Mindfulness is a buzzword these days, whether in health and wellness, parenting, education, the workforce, counseling, spirituality … but what does it mean? Here’s one way to understand it: Mindfulness is keeping our heads and hearts where our bodies are. Moment by moment, we sustain a deep, nonjudgmental awareness of our thoughts, emotions, physical sensations and surroundings, right where we are.
In reading this [web]page, for example, you invest your full self in the act of reading. You’re right here, right now, experiencing the text … until a moment arrives when you’re not. Sooner or later, that moment will come. Guaranteed. A sound or smell will distract you. A stray thought will lead you into a thicket of ideas. You’ll be snagged by sentiment, or caught up in a rush of feeling. That’s okay. Once you notice the drift of your attention, you return to the page. Gently. Rather than blame or scold yourself for wandering off, you accept that it happened and bring yourself back.
We cultivate mindfulness throughout our days by returning to the present moment, again and again. This allows us to actually live our lives instead of just going through the motions. The more mindful we become over time, the happier we are. Studies reveal that regular mindfulness practice reduces stress, promotes health, stimulates learning and creativity, enhances relationships, helps us face suffering and loss, and strengthens our compassion for others.

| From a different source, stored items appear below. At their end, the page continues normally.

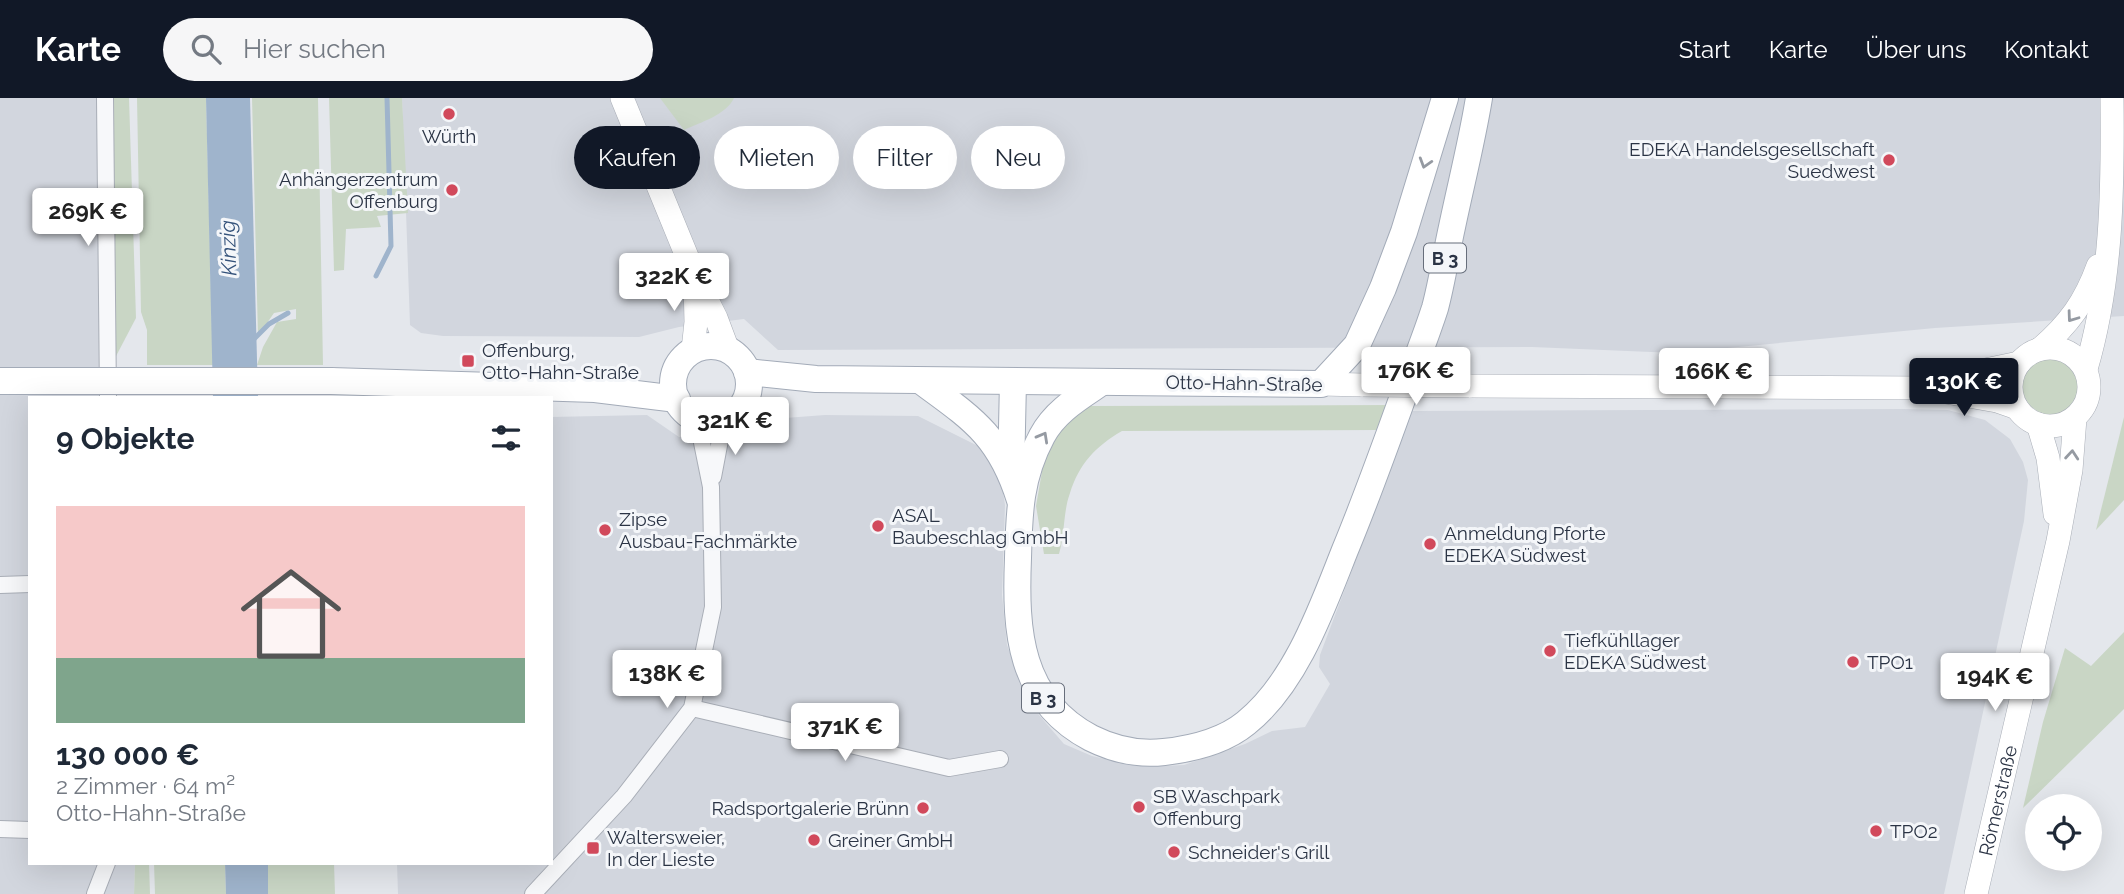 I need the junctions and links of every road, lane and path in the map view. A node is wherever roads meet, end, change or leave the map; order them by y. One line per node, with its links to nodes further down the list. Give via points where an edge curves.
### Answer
1 (105, 98): 22 (street)
2 (622, 98): 7 (street)
3 (1445, 98): 19 (main road, B 3, one-way to 19, via 1383,288 1357,345)
4 (1479, 98): 31 (main road, B 3, via 1435,306 1364,504 1300,654 1281,685 1246,723 1193,747 1154,753 1099,742 1070,727 1052,710 1026,664 1019,635)
5 (2112, 98): 6 (street)
6 (2110, 233): 8 (street, one-way to 8, via 2090,288 2071,320); 12 (street, via 2097,332)
7 (695, 276): 9 (street); 10 (street)
8 (2040, 349): 11 (street); 12 (street, via 2067,351)
9 (693, 350): 10 (main road, via 717,346); 13 (main road)
10 (728, 350): 18 (main road, via 743,363)
11 (2019, 363): 20 (street, Otto-Hahn-Straße); 24 (street, via 2011,383)
12 (2085, 369): 26 (street, via 2089,395)
13 (676, 372): 21 (main road); 23 (main road)
14 (0, 381): 21 (main road, bridge, via 331,381)
15 (921, 381): 16 (main road, Otto-Hahn-Straße); 18 (main road, Otto-Hahn-Straße, via 816,379); 29 (main road, B 3, via 987,433)
16 (1013, 381): 17 (main road, Otto-Hahn-Straße); 29 (main road, B 3)
17 (1102, 382): 19 (main road, Otto-Hahn-Straße); 31 (main road, B 3, one-way to 17, via 1043,434 1059,414)
18 (747, 384): 27 (main road, via 734,414)
19 (1321, 384): 20 (street, Otto-Hahn-Straße, bridge)
20 (1923, 387): 24 (street, Otto-Hahn-Straße)
21 (595, 389): 23 (main road)
22 (108, 396)
23 (677, 399): 25 (main road)
24 (2017, 408): 28 (street)
25 (697, 418): 27 (main road); 30 (street)
26 (2076, 418): 28 (street, via 2064,424); 32 (street, Römerstraße, one-way to 26)
27 (724, 419): 30 (street)
28 (2038, 424): 32 (street, Römerstraße, via 2052,478)
29 (1012, 474): 31 (main road, B 3)
30 (711, 487): 35 (street, via 713,607)
31 (1020, 500)
32 (2058, 541): 42 (street, Römerstraße)
33 (28, 584): 34 (street)
34 (0, 585)
35 (692, 708): 36 (street, via 949,768); 41 (street, via 624,796)
36 (1000, 759)
37 (0, 829): 38 (street)
38 (28, 830)
39 (106, 865): 40 (street)
40 (95, 894)
41 (533, 894)
42 (1976, 894)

Many resources for mindfulness practice quote snippets of poetry or even publish entire poems. The website of the Center for Mindfulness at the University of California San Diego, for instance, will provide you with links to around eighty poems used in its Mindfulness-Based Stress Reduction classes. Jon Kabat-Zinn, Sharon Salzberg, Joseph Goldstein and other esteemed mindfulness teachers regularly invoke poetry in their books and workshops. What accounts for this popular coupling of poetry and mindfulness?
As its very appearance makes plain, poetry invites a different kind of reading than prose. The white space around the text slows us down. Like an island on the page, its shape appeals to the eye. It begs for attention. It wants to be heard. When we choose to listen, we bring the poem to life. Our voice revels in the musicality, our breath is shaped by the lines. The imagery heightens our senses. The language revives our spirits.
The act of reading a poem—any poem—can therefore become an exercise in mindfulness. And our experience of the poem is magnified when its subject is particularly mindful. The poem might demonstrate what mindfulness is, recount an experience of it, or offer advice on how to practice it; perhaps it fleshes out a mindfulness theme, such as acceptance, impermanence, non-clinging (“letting go”), compassion, or the unity of all things. Such mindfulness poems inspire us to live better, and to make our world better; at the same time, they grant us a taste of being good enough, just as we are, in this world, just as it is.
Poetry of Presence contains over 150 mindfulness poems. Of course, you don’t have to be interested in mindfulness to enjoy them. You can simply delight in their beautiful language, their vivid imagery, their uncommon wisdom. But if you sit down with this book in companionable silence, as with a cherished friend, the poems will teach you about mindfulness without your asking.